EXERCISE →
Please find the lines in the entries below that contain the word "Woodruff", and copy each one.

(Records from a data source)
*** Begin section ***
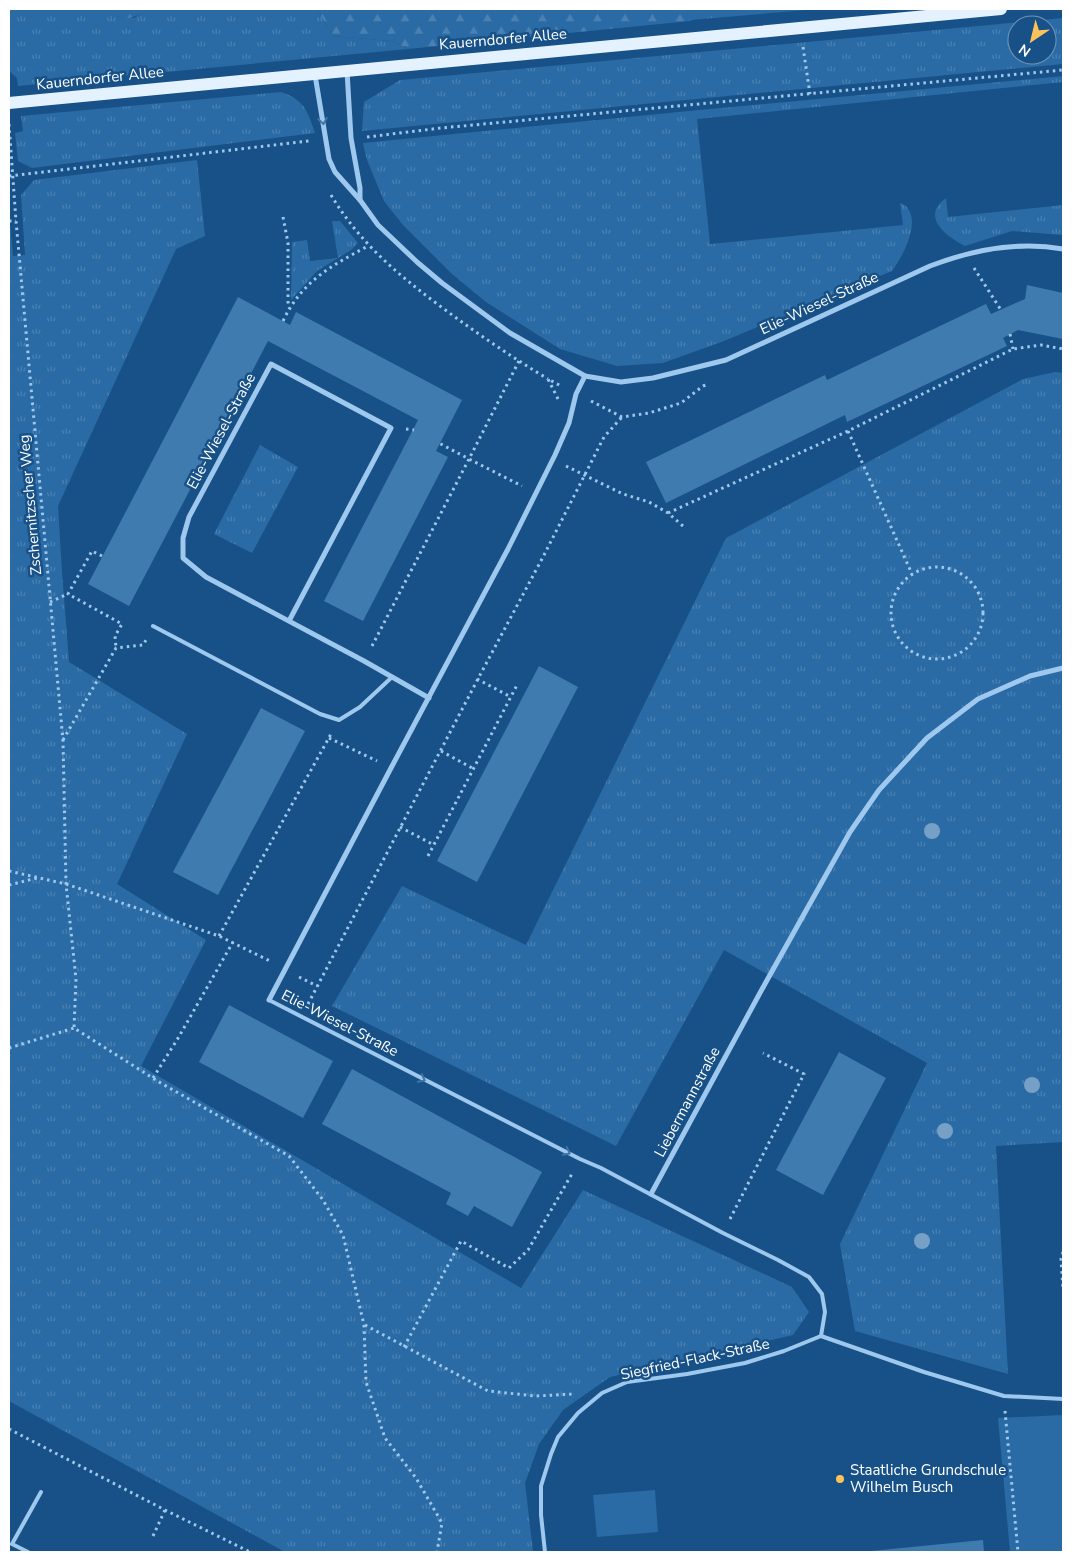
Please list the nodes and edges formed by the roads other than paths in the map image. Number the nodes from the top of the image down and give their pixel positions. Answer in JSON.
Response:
{"nodes":[{"id":1,"x":1001,"y":9,"type":"edge"},
{"id":2,"x":347,"y":70,"type":"junction"},
{"id":3,"x":315,"y":73,"type":"junction"},
{"id":4,"x":9,"y":103,"type":"edge"},
{"id":5,"x":360,"y":200,"type":"junction"},
{"id":6,"x":1063,"y":249,"type":"edge"},
{"id":7,"x":585,"y":376,"type":"junction"},
{"id":8,"x":288,"y":621,"type":"junction"},
{"id":9,"x":153,"y":626,"type":"road end"},
{"id":10,"x":1063,"y":668,"type":"edge"},
{"id":11,"x":391,"y":678,"type":"junction"},
{"id":12,"x":429,"y":698,"type":"junction"},
{"id":13,"x":269,"y":1000,"type":"joint"},
{"id":14,"x":651,"y":1194,"type":"junction"},
{"id":15,"x":821,"y":1336,"type":"junction"},
{"id":16,"x":1063,"y":1398,"type":"edge"},
{"id":17,"x":41,"y":1492,"type":"dead end"},
{"id":18,"x":28,"y":1552,"type":"edge"},
{"id":19,"x":545,"y":1552,"type":"edge"}],
"edges":[{"from":1,"to":2,"type":"main road","name":"Kauerndorfer Allee"},
{"from":2,"to":3,"type":"main road","name":"Kauerndorfer Allee"},
{"from":2,"to":5,"type":"street"},
{"from":3,"to":4,"type":"main road","name":"Kauerndorfer Allee"},
{"from":3,"to":5,"type":"street","name":"Elie-Wiesel-Straße","one_way":true},
{"from":5,"to":7,"type":"street","name":"Elie-Wiesel-Straße"},
{"from":6,"to":7,"type":"street","name":"Elie-Wiesel-Straße"},
{"from":7,"to":12,"type":"street","name":"Elie-Wiesel-Straße"},
{"from":8,"to":8,"type":"street","name":"Elie-Wiesel-Straße"},
{"from":8,"to":11,"type":"street","name":"Elie-Wiesel-Straße"},
{"from":9,"to":11,"type":"lane"},
{"from":10,"to":14,"type":"street","name":"Liebermannstraße"},
{"from":11,"to":12,"type":"street","name":"Elie-Wiesel-Straße"},
{"from":12,"to":13,"type":"street","name":"Elie-Wiesel-Straße"},
{"from":13,"to":14,"type":"lane","name":"Elie-Wiesel-Straße","one_way":true},
{"from":14,"to":15,"type":"lane"},
{"from":15,"to":16,"type":"lane"},
{"from":15,"to":19,"type":"lane","name":"Siegfried-Flack-Straße"},
{"from":17,"to":18,"type":"lane"}]}
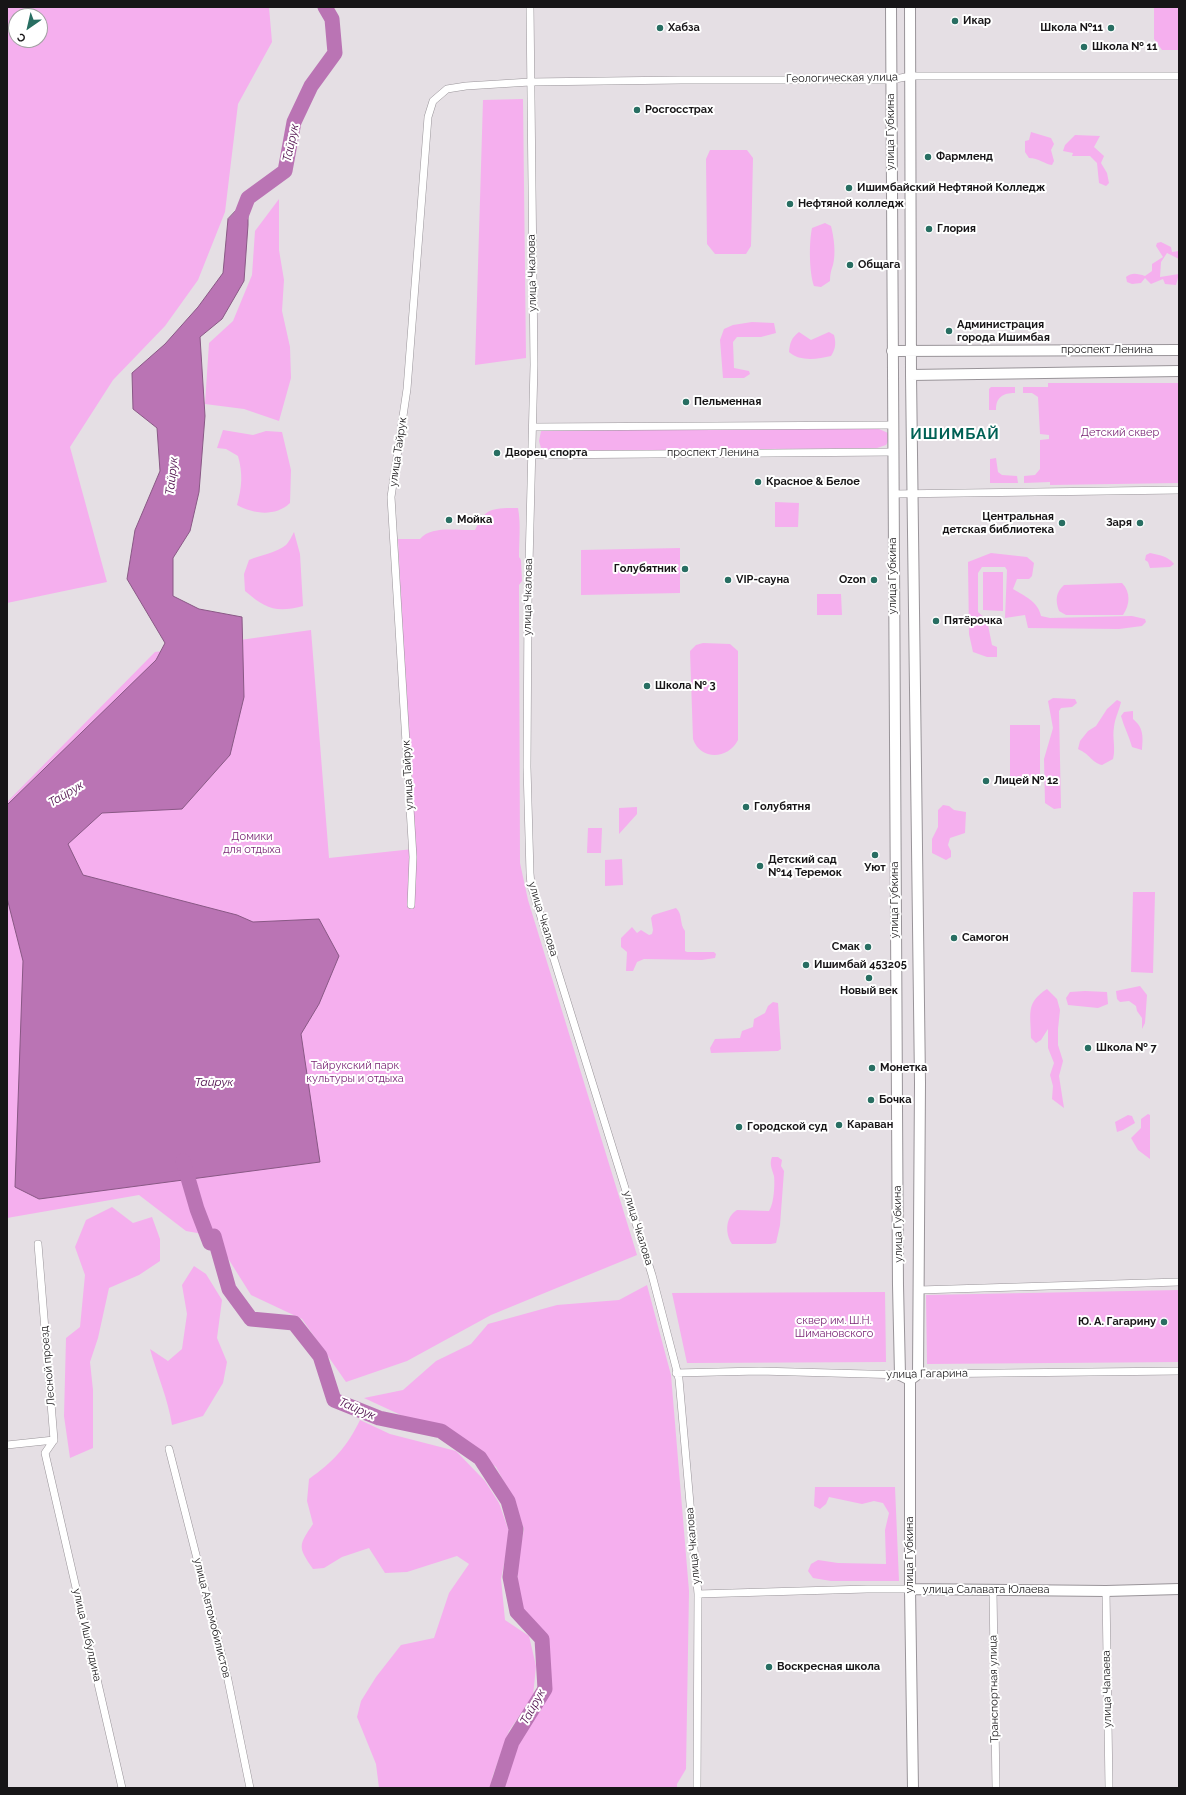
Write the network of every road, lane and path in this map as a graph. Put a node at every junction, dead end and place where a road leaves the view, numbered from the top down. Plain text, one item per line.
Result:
1 (530, 7) edge
2 (891, 7) edge
3 (910, 7) edge
4 (911, 76) junction
5 (1179, 76) edge
6 (890, 80) junction
7 (530, 82) junction
8 (912, 350) junction
9 (1179, 350) edge
10 (892, 351) junction
11 (1179, 371) edge
12 (912, 375) junction
13 (893, 425) junction
14 (533, 427) junction
15 (893, 452) junction
16 (532, 455) junction
17 (1179, 490) edge
18 (893, 494) junction
19 (913, 494) junction
20 (411, 905) dead end
21 (38, 1244) dead end
22 (1179, 1282) edge
23 (919, 1290) junction
24 (1179, 1371) edge
25 (676, 1373) junction
26 (918, 1374) junction
27 (900, 1375) junction
28 (910, 1380) junction
29 (54, 1440) junction
30 (7, 1445) edge
31 (169, 1449) dead end
32 (1179, 1589) edge
33 (910, 1590) junction
34 (993, 1590) junction
35 (1106, 1591) junction
36 (698, 1594) junction
37 (122, 1788) edge
38 (250, 1788) edge
39 (697, 1788) edge
40 (912, 1788) edge
41 (996, 1788) edge
42 (1109, 1788) edge

1 - 7 street, улица Чкалова
2 - 6 main road, улица Губкина
3 - 4 main road, улица Губкина
4 - 5 street, Геологическая улица
4 - 6 street, Геологическая улица
4 - 8 main road, улица Губкина
6 - 7 street, Геологическая улица
6 - 10 main road, улица Губкина
7 - 14 street, улица Чкалова
7 - 20 street, улица Тайрук
8 - 9 main road, проспект Ленина
8 - 10 main road, проспект Ленина
8 - 12 main road, улица Губкина
10 - 13 main road, улица Губкина
11 - 12 main road, проспект Ленина
12 - 19 main road, улица Губкина
13 - 14 street
13 - 15 main road, улица Губкина
14 - 16 street, улица Чкалова
15 - 16 street, проспект Ленина
15 - 18 main road, улица Губкина
16 - 25 street, улица Чкалова
17 - 19 street
18 - 19 street
18 - 27 main road, улица Губкина
19 - 23 main road, улица Губкина
21 - 29 street, Лесной проезд
22 - 23 street
23 - 26 main road, улица Губкина
24 - 26 street, улица Гагарина
25 - 27 street, улица Гагарина
25 - 36 street, улица Чкалова
26 - 27 street, улица Гагарина
26 - 28 main road
27 - 28 main road
28 - 33 main road, улица Губкина
29 - 30 street
29 - 37 street, улица Ишбулдина
31 - 38 street, улица Автомобилистов
32 - 35 main road, улица Салавата Юлаева
33 - 34 main road, улица Салавата Юлаева
33 - 36 street, улица Салавата Юлаева
33 - 40 main road, улица Губкина
34 - 35 main road, улица Салавата Юлаева
34 - 41 street, Транспортная улица
35 - 42 street, улица Чапаева
36 - 39 street, улица Чкалова

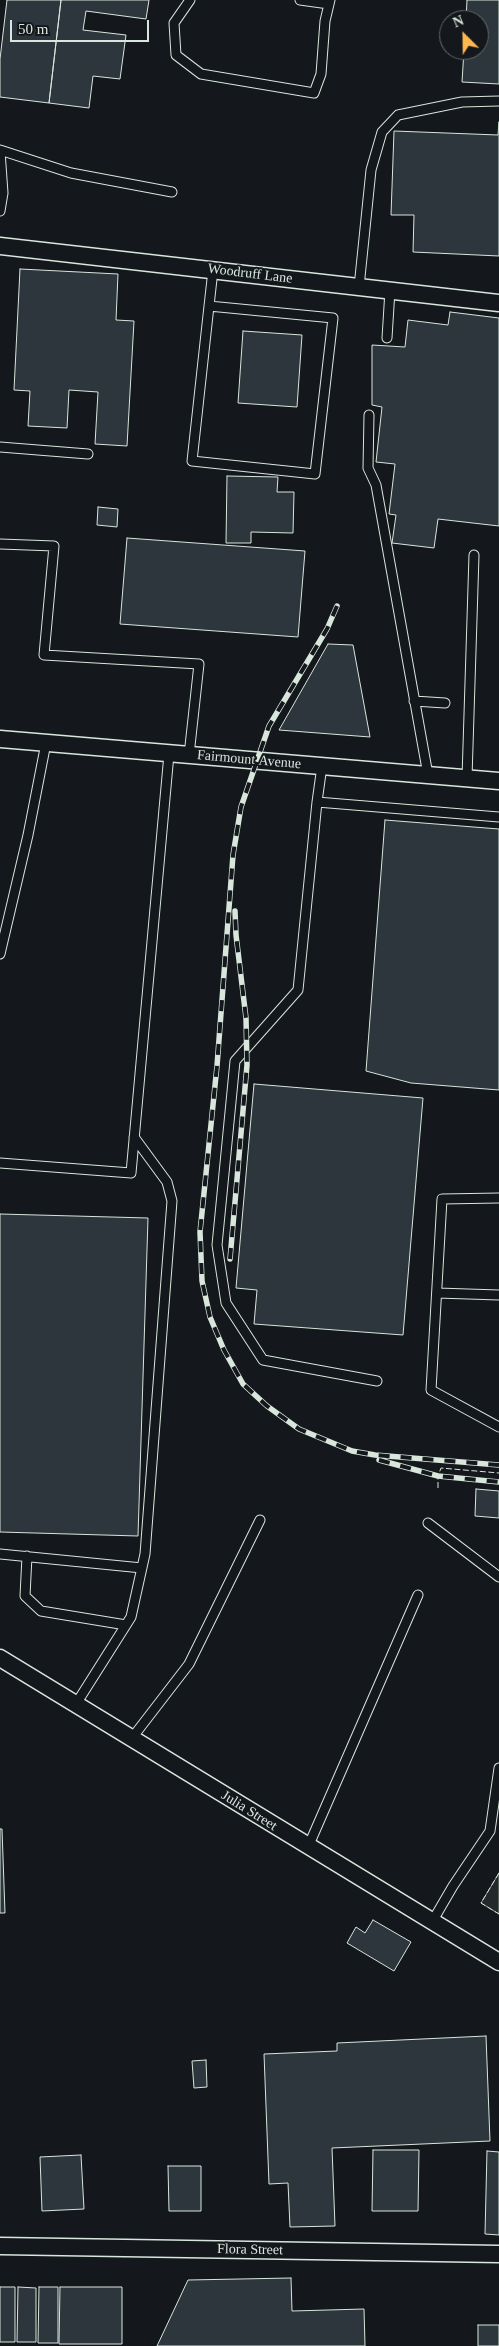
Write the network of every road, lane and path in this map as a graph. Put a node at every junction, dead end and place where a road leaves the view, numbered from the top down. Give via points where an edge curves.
1 (190, 0) edge
2 (300, 0) edge
3 (330, 2) edge
4 (499, 101) edge
5 (0, 151) edge
6 (172, 192) dead end
7 (0, 212) edge
8 (0, 246) edge
9 (213, 270) junction
10 (359, 287) junction
11 (390, 290) junction
12 (499, 303) edge
13 (209, 306) junction
14 (387, 338) dead end
15 (369, 415) dead end
16 (0, 447) edge
17 (88, 454) dead end
18 (0, 544) edge
19 (474, 555) dead end
20 (414, 701) junction
21 (445, 703) dead end
22 (0, 738) edge
23 (46, 742) junction
24 (169, 754) junction
25 (189, 755) junction
26 (322, 766) junction
27 (428, 775) junction
28 (467, 778) junction
29 (499, 781) edge
30 (318, 802) junction
31 (499, 817) edge
32 (0, 954) edge
33 (134, 1137) junction
34 (0, 1163) edge
35 (499, 1198) edge
36 (437, 1293) junction
37 (499, 1295) edge
38 (377, 1381) dead end
39 (499, 1427) edge
40 (260, 1520) dead end
41 (428, 1523) dead end
42 (0, 1554) edge
43 (27, 1556) junction
44 (142, 1568) junction
45 (499, 1577) edge
46 (418, 1595) dead end
47 (126, 1625) junction
48 (0, 1658) edge
49 (76, 1704) junction
50 (132, 1738) junction
51 (499, 1768) edge
52 (494, 1832) edge
53 (308, 1847) junction
54 (432, 1922) junction
55 (499, 1962) edge
56 (0, 2246) edge
57 (499, 2254) edge

1 - 3 lane via 174,23 176,55 201,74 314,93 322,74 325,21
2 - 3 lane
4 - 10 lane via 462,102 398,115 382,132 371,170
5 - 6 lane via 71,174
5 - 7 lane
8 - 9 street, Woodruff Lane
9 - 10 street, Woodruff Lane
9 - 13 lane
10 - 11 street, Woodruff Lane
11 - 12 street, Woodruff Lane
11 - 14 lane
13 - 13 lane via 192,461 315,474 333,318
15 - 20 lane via 368,468 376,486
16 - 17 lane
18 - 25 lane via 54,546 44,655 199,664
19 - 28 lane
20 - 21 lane
20 - 27 lane
22 - 23 street, Fairmount Avenue
23 - 24 street, Fairmount Avenue
23 - 32 lane
24 - 25 street, Fairmount Avenue
24 - 33 lane
25 - 26 street, Fairmount Avenue
26 - 27 street, Fairmount Avenue
26 - 30 lane
27 - 28 street, Fairmount Avenue
28 - 29 street, Fairmount Avenue
30 - 31 lane
30 - 38 lane via 298,990 235,1061 217,1246 226,1303 263,1360
33 - 34 lane via 131,1173
33 - 44 lane via 167,1182 172,1201
35 - 36 lane via 442,1199
36 - 37 lane
36 - 39 lane via 431,1390
40 - 50 lane via 189,1664
41 - 45 lane
42 - 43 lane
43 - 44 lane
43 - 47 lane via 25,1596 41,1611
44 - 47 lane via 131,1617
46 - 53 lane
47 - 49 lane
48 - 49 street, Julia Street
49 - 50 street, Julia Street
50 - 53 street, Julia Street
51 - 52 lane
52 - 54 lane via 453,1886
53 - 54 street, Julia Street
54 - 55 street, Julia Street
56 - 57 street, Flora Street

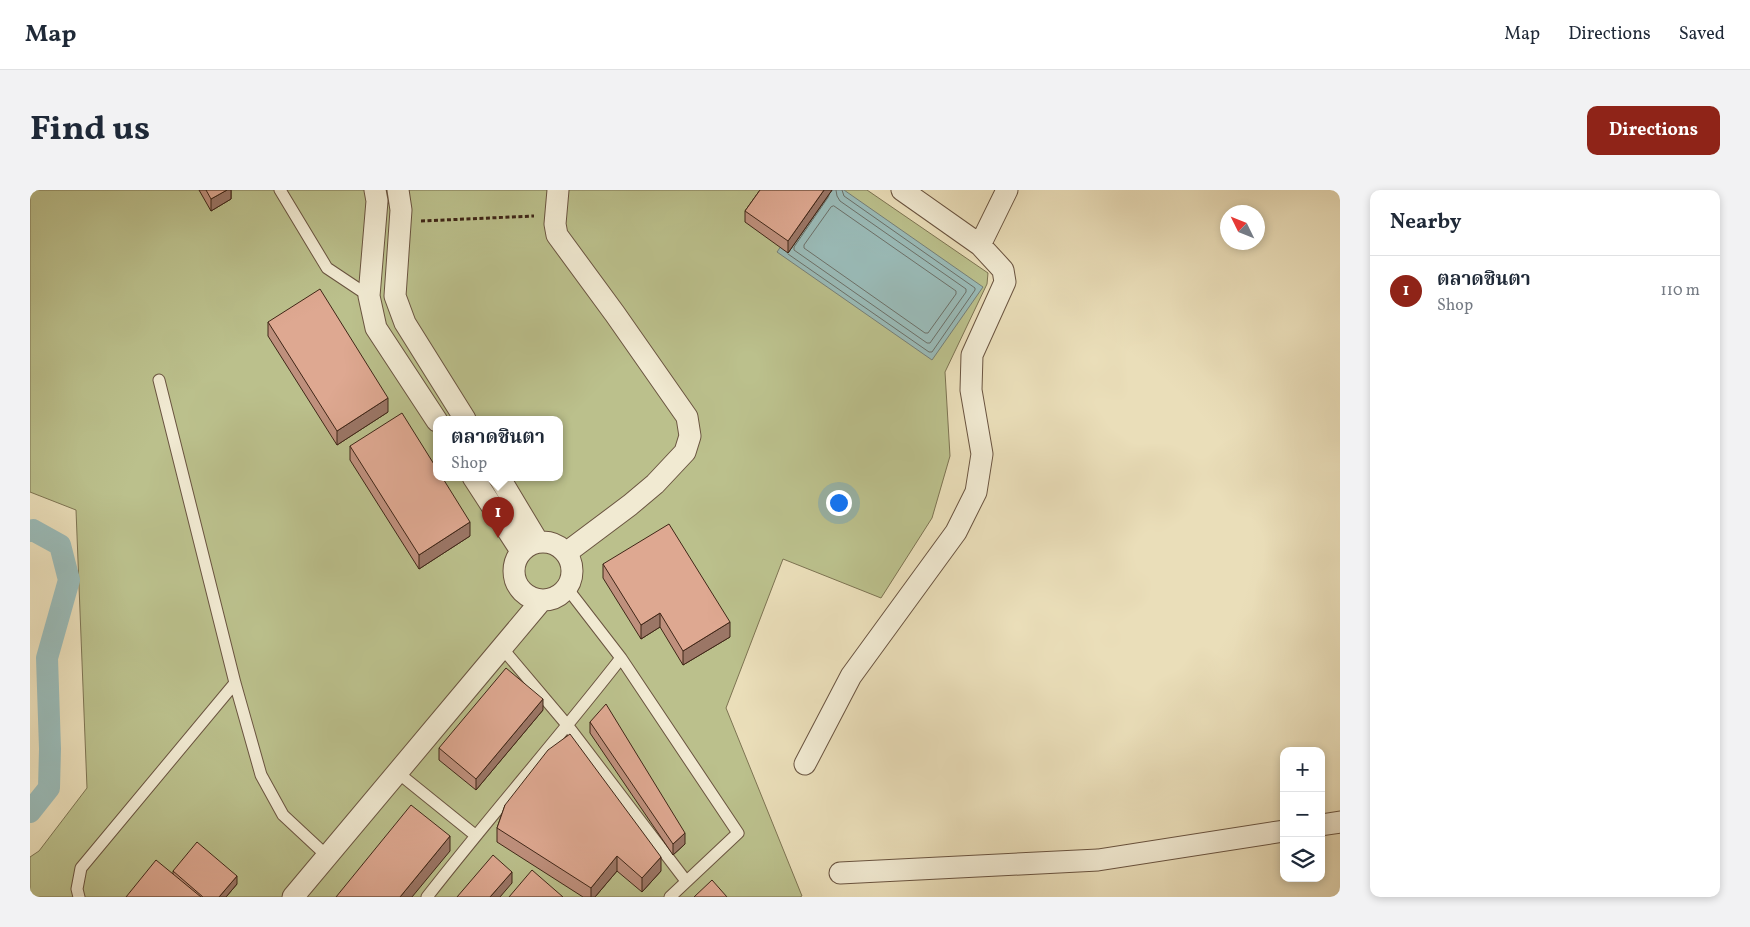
*** End section ***
RESULT BELOW →
8 - 9 street, Woodruff Lane
9 - 10 street, Woodruff Lane
10 - 11 street, Woodruff Lane
11 - 12 street, Woodruff Lane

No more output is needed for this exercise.